University of Victoria

Campus Design Guidelines

Prepared for the Campus Planning Committee

Prepared by Campus Planning

Final Report October 2006

CAMPUS DESIGN GUIDELINES

I Introduction

The Campus Plan provides an overall vision and framework that guides future campus development in a coherent way, ensuring that each future project fits appropriately within the larger intended character and limits of the campus.

These guidelines are intended to assist campus planning committees, campus staff, user and building committees and building design teams in making decisions about campus development including new construction, renovation, infrastructure improvements, and campus planning.

The guidelines are informed by a number of sources including historical campus planning documents, the Campus Plan (2003), input from the campus coordinating architect and the consulting landscape architect, facilities management staff, and a review of approaches used by other campuses. These guidelines are still in draft form. They are intended to facilitate discussion by the members of the campus planning committees: Campus Planning Committee (CPC) and the Facilities Development and Sustainability Sub-committee (FDSS). The guidelines would also benefit from a review by the architects currently engaged by the university on the various construction projects.

The campus is presently undergoing significant change as new buildings and facilities are developed to meet existing needs and projected growth. Recognition of the limited land base within the campus required a new approach to development: a greater emphasis on compact form, more efficient building footprints, a greater concentration of development within the inner ring road, particularly on existing parking lots.

The initial approach to campus development emphasized low-scale buildings, surrounded by extensive landscaping, with no dominant architectural theme. The new development approach will require a more intense form of development, bringing buildings closer together, often increasing the height and massing, and creating tighter interfaces between buildings, roads, and pathways. While this creates an efficient form of development, it places far greater emphasis on building siting and design in order to retain an appropriate level of campus coherence and design compatibility. These guidelines are a starting point in the conversation on what constitutes an appropriate design response to a more intense development pattern on campus. They are intended to evolve in response to committee review and input.

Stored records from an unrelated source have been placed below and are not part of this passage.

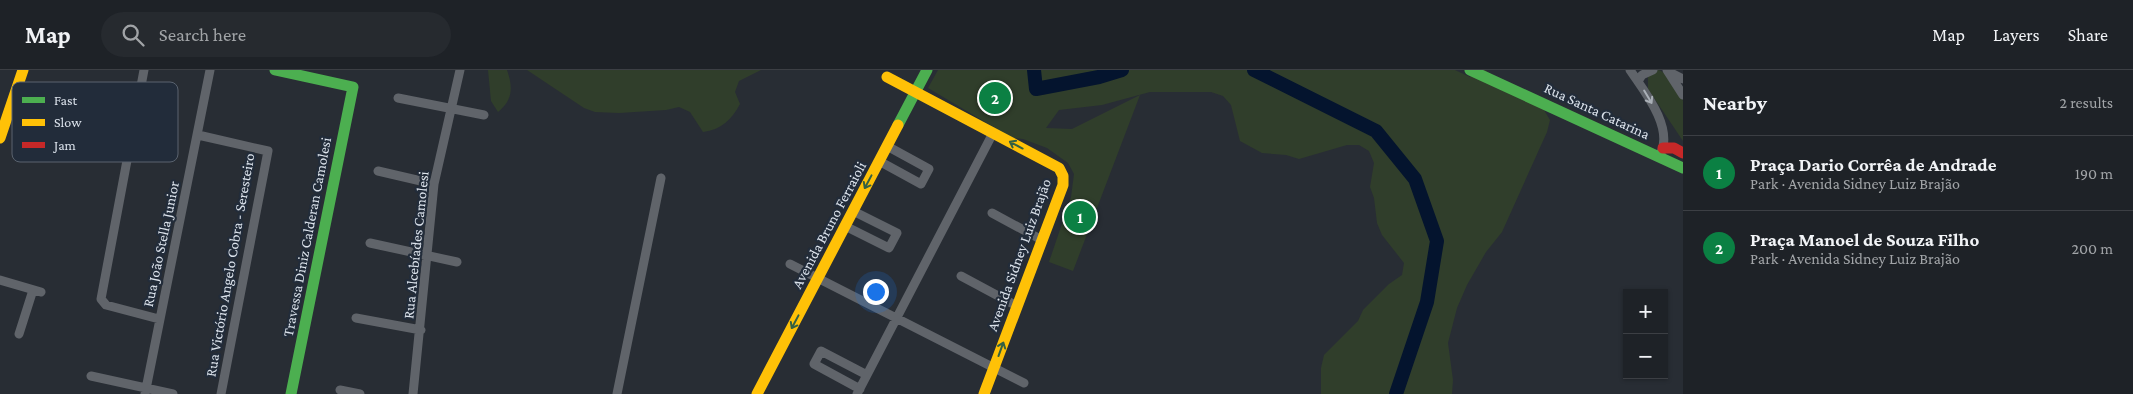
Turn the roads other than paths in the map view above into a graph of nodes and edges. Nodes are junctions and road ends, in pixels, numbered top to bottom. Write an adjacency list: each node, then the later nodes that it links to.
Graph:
1 (23, 70): 13 (street)
2 (210, 70): 21 (street, Rua João Stella Junior)
3 (275, 70): 58 (street, Travessa Diniz Calderan Camolesi)
4 (460, 70): 18 (street, Rua Alcebíades Camolesi)
5 (927, 70): 14 (street, Avenida Bruno Ferraioli)
6 (1470, 70): 24 (street, Rua Santa Catarina)
7 (1630, 70): 12 (street)
8 (1653, 70): 12 (street)
9 (1666, 71): 11 (street); 15 (street)
10 (887, 77): 14 (street, Avenida Sidney Luiz Brajão)
11 (1683, 79)
12 (1638, 81): 24 (street, one-way to 24)
13 (19, 82)
14 (915, 93): 20 (street, Avenida Sidney Luiz Brajão); 23 (street, Avenida Bruno Ferraioli)
15 (1683, 95)
16 (398, 98): 18 (street)
17 (12, 103): 22 (street)
18 (452, 109): 19 (street); 31 (street, Rua Alcebíades Camolesi)
19 (484, 115)
20 (993, 133): 35 (street, Avenida Sidney Luiz Brajão, one-way to 20); 45 (street)
21 (198, 135): 46 (street, Rua João Stella Junior); 57 (street, Rua Victório Angelo Cobra - Seresteiro)
22 (0, 138)
23 (887, 146): 26 (street, Avenida Bruno Ferraioli); 26 (street)
24 (1661, 153): 25 (street); 28 (street, Rua Santa Catarina)
25 (1683, 153)
26 (879, 161): 32 (street, Avenida Bruno Ferraioli, one-way to 32)
27 (127, 162): 46 (street)
28 (1683, 168)
29 (378, 171): 31 (street)
30 (661, 178): 61 (street)
31 (434, 184): 37 (street, Rua Alcebíades Camolesi)
32 (853, 211): 34 (street, Avenida Bruno Ferraioli); 34 (street)
33 (992, 213): 35 (street)
34 (845, 226): 41 (street, Avenida Bruno Ferraioli)
35 (1042, 240): 43 (street, Avenida Sidney Luiz Brajão)
36 (370, 243): 37 (street)
37 (426, 257): 38 (street); 47 (street, Rua Alcebíades Camolesi)
38 (457, 262)
39 (790, 264): 41 (street)
40 (961, 276): 43 (street)
41 (817, 278): 45 (street); 62 (street, Avenida Bruno Ferraioli, one-way to 62)
42 (0, 280): 48 (street)
43 (1017, 306): 49 (street, Avenida Sidney Luiz Brajão, one-way to 43)
44 (356, 318): 47 (street)
45 (896, 318): 49 (street); 50 (street)
46 (159, 319): 54 (street, Rua João Stella Junior)
47 (421, 330): 60 (street, Rua Alcebíades Camolesi)
48 (19, 334)
49 (994, 368): 52 (street); 63 (street, Avenida Sidney Luiz Brajão)
50 (867, 375): 55 (street); 55 (street)
51 (91, 376): 54 (street)
52 (1024, 383)
53 (340, 390): 59 (street)
54 (145, 391): 56 (street)
55 (858, 391)
56 (173, 394)
57 (221, 394)
58 (291, 394)
59 (360, 394)
60 (413, 394)
61 (617, 394)
62 (756, 394)
63 (984, 394)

II Design & Development Considerations

The Campus Design Guidelines establish general criteria to be used in directing future building and site design initiatives as the Campus Plan is implemented. These guidelines do not prescribe specific design solutions but rather suggest directions for those who will design and manage campus facilities in the future. While each new project will present its own set of unique circumstances, having design guidelines as reference ensures that all projects developed over time can exhibit the desired degree of consistency in form and character, while simultaneously allowing flexibility for positive innovation. The goal is to achieve an integrated, coherent campus environment of high quality whose parts relate to one another regardless of when they are built.

The purpose of a campus is to bring together diverse people and their ideas in an environment that creates potential for academic excellence, continual learning, and social interaction. All developments should support these objectives

The overall intent of the campus planning and the project design processes is to:

§  Accommodate new projects in a manner that is respectful of existing buildings and development, yet an appropriate response to the campus plan policies for compact, efficient development patterns

§  Accommodate projected growth and development in a manner that strengthens the overall appearance, spatial organization, and functionality of the campus

§  Improve campus legibility, wayfinding. and visual cohesion by defining a uniform treatment of circulation corridors, outdoor spaces, entranceways and gateways and campus perimeters

§  Enhance the aesthetic and functional character of the central quadrangle, utilizing plantings, pedestrian pathways, landscape elements, and appropriate buildings to reinforce its edges

§  Reinforce the concept of the campus as a primarily pedestrian and cycling environment, by clarifying the pathway/corridor network, reducing potential for vehicle-pedestrian conflicts, and enhancing the aesthetic elements of these corridors

§  Enhance the visual quality and user enjoyment of key open spaces, including the quadrangle, major courtyards and plazas

§  Incorporate the principle of sustainable design that conserves resources, improves energy efficiency, and promotes building durability.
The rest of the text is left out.